Thermal Growth of Rings and Cylinders
Expanding or contracting hole?
Thermal growth Pop quiz! Oh stop complaining and get out a number 2 pencil. Show your work.
As the metal disk in figure 1 gets hotter, the hole in the center will –
a) Get smaller b) Get larger c) Stay the same
Fig. 1 – From the book , Thinking Physics, by Lewis Carroll Epstein
The metal will expand in all directions, and it is obvious the outside diameter will get larger; but the hole? The answer is (b), it will also get larger.
Visualize a photo of the ring that then gets enlarged, everything in that photo gets bigger, even the hole.
Also consider a square made up of smaller metal squares with one missing in the middle. As the metal squares expand, so does the space in the center.
That’s why the cylinder, and the ring around it, will expand equally without interference – if they are at the same temperature.
Unequally yoked temperatures
Piping systems and vessels often have support rings; in high temperature applications the welds between the ring and the cylinder can develop cracks.
Here’s why – the heat of the media conducts quickly into the pipe wall but not very well into the ring, and so the pipe is hotter (and therefore grows more) than the ring.
Full penetration welds can improve the heat transfer into the ring. In addition, the ring acts like a cooling fin and so needs to be well insulated along with the pipe.

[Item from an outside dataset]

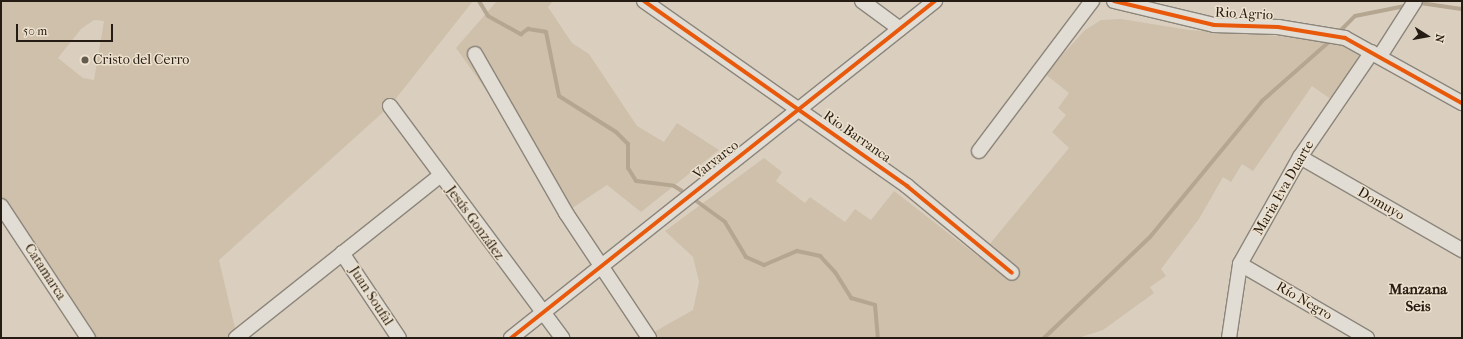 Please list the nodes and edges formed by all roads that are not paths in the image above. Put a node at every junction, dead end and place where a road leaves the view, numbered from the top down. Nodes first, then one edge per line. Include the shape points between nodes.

Even with the above recommendations, the thermal differences may cause too much stress.
On high temperature stainless steel expansion joints with support rings, we use a floating ring that butts up, but is not welded to, a shear pad. The hot pipe can then grow out without being restrained by the cooler support ring.
Low profile shear pad (on left), floating ring added (on right)
The Bottom Line
Thermal growth cannot be avoided – but it should be understood when designing equipment.
Turn in your paper. Don’t forget to write your name in the upper right hand corner.